**EXERCISE REQUIREMENTS:** What you return must match every record word for word.

**DATASET RECORDS:**
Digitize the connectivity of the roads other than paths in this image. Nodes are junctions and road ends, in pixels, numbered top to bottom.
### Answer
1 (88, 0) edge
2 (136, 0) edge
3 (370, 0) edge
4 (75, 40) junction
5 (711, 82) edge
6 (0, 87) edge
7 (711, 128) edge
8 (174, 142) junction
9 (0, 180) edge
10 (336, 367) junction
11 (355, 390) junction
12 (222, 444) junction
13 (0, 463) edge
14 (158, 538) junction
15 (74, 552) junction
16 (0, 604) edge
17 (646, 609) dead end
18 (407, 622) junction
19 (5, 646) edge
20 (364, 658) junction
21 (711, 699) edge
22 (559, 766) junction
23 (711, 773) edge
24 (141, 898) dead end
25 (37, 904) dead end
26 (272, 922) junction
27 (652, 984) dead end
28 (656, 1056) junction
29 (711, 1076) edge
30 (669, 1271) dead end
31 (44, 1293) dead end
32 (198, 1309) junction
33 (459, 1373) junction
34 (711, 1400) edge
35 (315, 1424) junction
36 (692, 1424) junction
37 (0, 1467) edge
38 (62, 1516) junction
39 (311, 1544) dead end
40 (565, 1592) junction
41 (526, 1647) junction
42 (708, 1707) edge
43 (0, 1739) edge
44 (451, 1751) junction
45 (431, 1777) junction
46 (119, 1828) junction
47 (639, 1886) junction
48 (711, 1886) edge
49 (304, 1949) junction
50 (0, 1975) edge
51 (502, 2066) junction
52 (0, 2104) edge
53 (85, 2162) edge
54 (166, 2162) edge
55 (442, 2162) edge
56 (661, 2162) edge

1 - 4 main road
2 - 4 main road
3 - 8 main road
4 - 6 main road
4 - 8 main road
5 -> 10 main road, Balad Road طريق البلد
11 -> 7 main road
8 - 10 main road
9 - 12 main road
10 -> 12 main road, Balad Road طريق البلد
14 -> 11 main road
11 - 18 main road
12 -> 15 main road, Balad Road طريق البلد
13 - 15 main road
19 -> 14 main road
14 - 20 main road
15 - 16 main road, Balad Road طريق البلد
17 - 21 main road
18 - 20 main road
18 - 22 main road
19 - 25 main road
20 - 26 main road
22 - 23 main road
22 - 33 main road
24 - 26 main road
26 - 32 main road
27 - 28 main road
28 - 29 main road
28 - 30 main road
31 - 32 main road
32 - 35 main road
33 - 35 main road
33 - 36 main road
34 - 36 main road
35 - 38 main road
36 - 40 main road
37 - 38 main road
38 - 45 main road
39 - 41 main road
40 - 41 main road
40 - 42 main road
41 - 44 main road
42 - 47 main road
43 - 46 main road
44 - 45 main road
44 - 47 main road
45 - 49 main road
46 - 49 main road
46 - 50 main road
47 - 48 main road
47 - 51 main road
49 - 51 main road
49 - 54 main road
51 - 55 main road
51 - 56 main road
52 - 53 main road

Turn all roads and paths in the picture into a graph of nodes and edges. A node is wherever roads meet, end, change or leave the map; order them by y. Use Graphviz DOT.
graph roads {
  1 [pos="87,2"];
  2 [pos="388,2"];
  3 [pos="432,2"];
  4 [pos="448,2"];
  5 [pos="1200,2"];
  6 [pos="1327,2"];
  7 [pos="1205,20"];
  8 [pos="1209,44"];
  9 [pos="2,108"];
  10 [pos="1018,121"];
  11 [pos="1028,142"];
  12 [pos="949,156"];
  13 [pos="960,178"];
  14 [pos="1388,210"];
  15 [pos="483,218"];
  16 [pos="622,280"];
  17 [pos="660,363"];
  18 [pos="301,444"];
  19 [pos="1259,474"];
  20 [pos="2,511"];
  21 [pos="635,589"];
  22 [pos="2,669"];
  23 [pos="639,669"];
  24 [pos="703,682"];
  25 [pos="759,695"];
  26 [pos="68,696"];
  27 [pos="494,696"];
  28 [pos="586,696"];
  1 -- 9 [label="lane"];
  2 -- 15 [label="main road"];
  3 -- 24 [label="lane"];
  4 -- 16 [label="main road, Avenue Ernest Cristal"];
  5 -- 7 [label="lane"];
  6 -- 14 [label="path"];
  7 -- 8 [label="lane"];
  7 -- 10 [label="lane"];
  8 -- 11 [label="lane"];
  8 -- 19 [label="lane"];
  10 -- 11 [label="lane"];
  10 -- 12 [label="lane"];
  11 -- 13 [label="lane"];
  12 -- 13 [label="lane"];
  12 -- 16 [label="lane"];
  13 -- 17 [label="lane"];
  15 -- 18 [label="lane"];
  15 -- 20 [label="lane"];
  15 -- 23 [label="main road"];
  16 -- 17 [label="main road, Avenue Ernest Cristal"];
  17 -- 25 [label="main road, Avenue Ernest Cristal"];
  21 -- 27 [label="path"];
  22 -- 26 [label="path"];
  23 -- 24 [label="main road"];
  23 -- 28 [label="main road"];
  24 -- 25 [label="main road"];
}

**RESPONSE BELOW:**
Digitize the connectivity of the roads other than paths in this image. Nodes are junctions and road ends, in pixels, numbered top to bottom.
### Answer
1 (88, 0) edge
2 (136, 0) edge
3 (370, 0) edge
4 (75, 40) junction
5 (711, 82) edge
6 (0, 87) edge
7 (711, 128) edge
8 (174, 142) junction
9 (0, 180) edge
10 (336, 367) junction
11 (355, 390) junction
12 (222, 444) junction
13 (0, 463) edge
14 (158, 538) junction
15 (74, 552) junction
16 (0, 604) edge
17 (646, 609) dead end
18 (407, 622) junction
19 (5, 646) edge
20 (364, 658) junction
21 (711, 699) edge
22 (559, 766) junction
23 (711, 773) edge
24 (141, 898) dead end
25 (37, 904) dead end
26 (272, 922) junction
27 (652, 984) dead end
28 (656, 1056) junction
29 (711, 1076) edge
30 (669, 1271) dead end
31 (44, 1293) dead end
32 (198, 1309) junction
33 (459, 1373) junction
34 (711, 1400) edge
35 (315, 1424) junction
36 (692, 1424) junction
37 (0, 1467) edge
38 (62, 1516) junction
39 (311, 1544) dead end
40 (565, 1592) junction
41 (526, 1647) junction
42 (708, 1707) edge
43 (0, 1739) edge
44 (451, 1751) junction
45 (431, 1777) junction
46 (119, 1828) junction
47 (639, 1886) junction
48 (711, 1886) edge
49 (304, 1949) junction
50 (0, 1975) edge
51 (502, 2066) junction
52 (0, 2104) edge
53 (85, 2162) edge
54 (166, 2162) edge
55 (442, 2162) edge
56 (661, 2162) edge

1 - 4 main road
2 - 4 main road
3 - 8 main road
4 - 6 main road
4 - 8 main road
5 -> 10 main road, Balad Road طريق البلد
11 -> 7 main road
8 - 10 main road
9 - 12 main road
10 -> 12 main road, Balad Road طريق البلد
14 -> 11 main road
11 - 18 main road
12 -> 15 main road, Balad Road طريق البلد
13 - 15 main road
19 -> 14 main road
14 - 20 main road
15 - 16 main road, Balad Road طريق البلد
17 - 21 main road
18 - 20 main road
18 - 22 main road
19 - 25 main road
20 - 26 main road
22 - 23 main road
22 - 33 main road
24 - 26 main road
26 - 32 main road
27 - 28 main road
28 - 29 main road
28 - 30 main road
31 - 32 main road
32 - 35 main road
33 - 35 main road
33 - 36 main road
34 - 36 main road
35 - 38 main road
36 - 40 main road
37 - 38 main road
38 - 45 main road
39 - 41 main road
40 - 41 main road
40 - 42 main road
41 - 44 main road
42 - 47 main road
43 - 46 main road
44 - 45 main road
44 - 47 main road
45 - 49 main road
46 - 49 main road
46 - 50 main road
47 - 48 main road
47 - 51 main road
49 - 51 main road
49 - 54 main road
51 - 55 main road
51 - 56 main road
52 - 53 main road

Turn all roads and paths in the picture into a graph of nodes and edges. A node is wherever roads meet, end, change or leave the map; order them by y. Use Graphviz DOT.
graph roads {
  1 [pos="87,2"];
  2 [pos="388,2"];
  3 [pos="432,2"];
  4 [pos="448,2"];
  5 [pos="1200,2"];
  6 [pos="1327,2"];
  7 [pos="1205,20"];
  8 [pos="1209,44"];
  9 [pos="2,108"];
  10 [pos="1018,121"];
  11 [pos="1028,142"];
  12 [pos="949,156"];
  13 [pos="960,178"];
  14 [pos="1388,210"];
  15 [pos="483,218"];
  16 [pos="622,280"];
  17 [pos="660,363"];
  18 [pos="301,444"];
  19 [pos="1259,474"];
  20 [pos="2,511"];
  21 [pos="635,589"];
  22 [pos="2,669"];
  23 [pos="639,669"];
  24 [pos="703,682"];
  25 [pos="759,695"];
  26 [pos="68,696"];
  27 [pos="494,696"];
  28 [pos="586,696"];
  1 -- 9 [label="lane"];
  2 -- 15 [label="main road"];
  3 -- 24 [label="lane"];
  4 -- 16 [label="main road, Avenue Ernest Cristal"];
  5 -- 7 [label="lane"];
  6 -- 14 [label="path"];
  7 -- 8 [label="lane"];
  7 -- 10 [label="lane"];
  8 -- 11 [label="lane"];
  8 -- 19 [label="lane"];
  10 -- 11 [label="lane"];
  10 -- 12 [label="lane"];
  11 -- 13 [label="lane"];
  12 -- 13 [label="lane"];
  12 -- 16 [label="lane"];
  13 -- 17 [label="lane"];
  15 -- 18 [label="lane"];
  15 -- 20 [label="lane"];
  15 -- 23 [label="main road"];
  16 -- 17 [label="main road, Avenue Ernest Cristal"];
  17 -- 25 [label="main road, Avenue Ernest Cristal"];
  21 -- 27 [label="path"];
  22 -- 26 [label="path"];
  23 -- 24 [label="main road"];
  23 -- 28 [label="main road"];
  24 -- 25 [label="main road"];
}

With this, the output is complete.